DCT-Conv: Coding filters with Discrete Cosine Transform (Checinski & Wawrzynski, 2020). The most directly relevant prior work. Checinski & Wawrzynski proposed DCT-Conv layers where convolutional filters are defined by their DCT coefficients rather than spatial weights, with IDCT applied to recover spatial filters during the forward pass. They demonstrated on ResNet-50/CIFAR-100 that 99.9% of 3x3 DCT coefficients can be switched off while maintaining good performance — the network effectively learns to use only a few frequency components per filter. Their key finding validates our core premise: neural network weights are highly compressible in the DCT domain. CTNet extends this work in three significant ways: (1) we add a differentiable rate proxy that optimizes for compressibility during training rather than post-hoc coefficient removal, (2) we use a production video codec (H.265) as the compression backend rather than simple coefficient zeroing, and (3) we extend DCT reparameterization beyond spatial convolutions to 1x1 pointwise convolutions via channel-wise DCT and to all other layer types (BN, FC) via center+normalize encoding.

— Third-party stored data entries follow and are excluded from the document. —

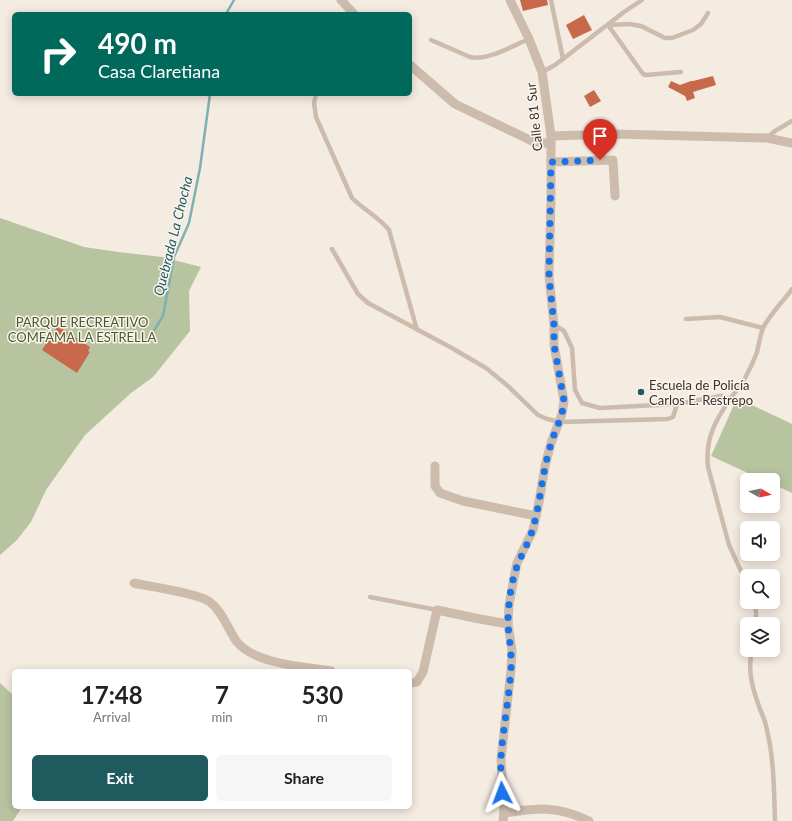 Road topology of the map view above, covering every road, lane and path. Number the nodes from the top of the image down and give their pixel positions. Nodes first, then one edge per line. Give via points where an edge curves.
1 (341, 0) edge
2 (510, 0) edge
3 (551, 0) edge
4 (642, 0) edge
5 (352, 12) edge
6 (708, 13) dead end
7 (608, 25) junction
8 (529, 39) junction
9 (431, 40) dead end
10 (563, 59) junction
11 (412, 67) edge
12 (542, 72) junction
13 (681, 72) dead end
14 (316, 96) edge
15 (792, 121) edge
16 (767, 138) junction
17 (551, 140) junction
18 (792, 143) edge
19 (551, 162) junction
20 (615, 196) dead end
21 (332, 249) dead end
22 (792, 289) edge
23 (686, 319) dead end
24 (554, 325) junction
25 (763, 328) junction
26 (417, 330) junction
27 (730, 399) junction
28 (677, 404) junction
29 (560, 422) junction
30 (435, 466) dead end
31 (536, 516) junction
32 (740, 569) edge
33 (134, 583) dead end
34 (370, 597) dead end
35 (437, 610) junction
36 (508, 624) junction
37 (751, 657) edge
38 (319, 669) edge
39 (412, 683) edge
40 (504, 817) edge
41 (589, 821) edge
42 (775, 821) edge

1 - 5 street
2 - 8 street, Calle 81 Sur
3 - 10 lane
4 - 7 lane
6 - 7 lane via 701,24 693,30 672,38 666,38 641,26
7 - 10 lane
7 - 13 lane via 643,74
8 - 9 lane via 482,58 470,57
8 - 12 street, Calle 81 Sur
10 - 12 lane
11 - 17 street via 455,104 532,141
12 - 17 street, Calle 81 Sur
14 - 26 lane via 316,117 352,198 384,223 389,230
15 - 16 lane
16 - 17 street via 614,134
16 - 18 street
17 - 19 street, Calle 81 Sur
19 - 20 street via 613,160
19 - 24 street, Calle 81 Sur via 549,276
21 - 26 lane via 358,294 368,303
22 - 25 lane
23 - 25 lane via 720,317
24 - 28 lane via 564,331 572,348 575,390 582,403 600,408
24 - 29 street, Calle 81 Sur via 554,345 564,401
25 - 27 lane via 743,383
26 - 29 lane via 486,368 538,415
27 - 28 lane via 721,396
27 - 32 lane via 715,422 707,454 708,467 729,545
28 - 29 lane via 673,417 668,419
29 - 31 street, Calle 81 Sur via 545,466
30 - 31 street via 435,486 440,493 477,505
31 - 36 street, Calle 81 Sur via 517,563
33 - 38 street via 199,597 210,602 217,608 234,638 249,653 287,664
34 - 35 lane
35 - 36 street
35 - 39 street via 423,672 417,682
36 - 40 street, Calle 81 Sur via 512,650 501,759
37 - 42 lane via 751,678 767,728 772,762
40 - 41 street via 537,808 559,810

ECRF: Entropy-Constrained Neural Radiance Fields (Lee et al., 2023). Lee et al. applied DCT-domain compression with entropy optimization to Neural Radiance Fields (NeRF), achieving state-of-the-art compression on TensoRF feature grids. Their approach shares several key ideas with CTNet: (1) transforming parameters to the frequency domain via DCT, (2) training with an entropy-based loss to encourage compressible representations, and (3) post-training quantization to 8-bit followed by entropy coding. They also use additive uniform noise as a differentiable proxy for quantization during training — similar to our dither mechanism. A crucial insight from ECRF is that jointly optimizing the entropy of transformed coefficients with the task loss (in their case, rendering quality) produces significantly sparser frequency-domain representations than training without entropy awareness. Their pipeline (DCT → 8-bit quantization → arithmetic coding) parallels CTNet's pipeline (DCT → center+normalize → H.265 CABAC), but we replace custom arithmetic coding with a standard video codec, gaining hardware decoder support at the cost of some compression efficiency.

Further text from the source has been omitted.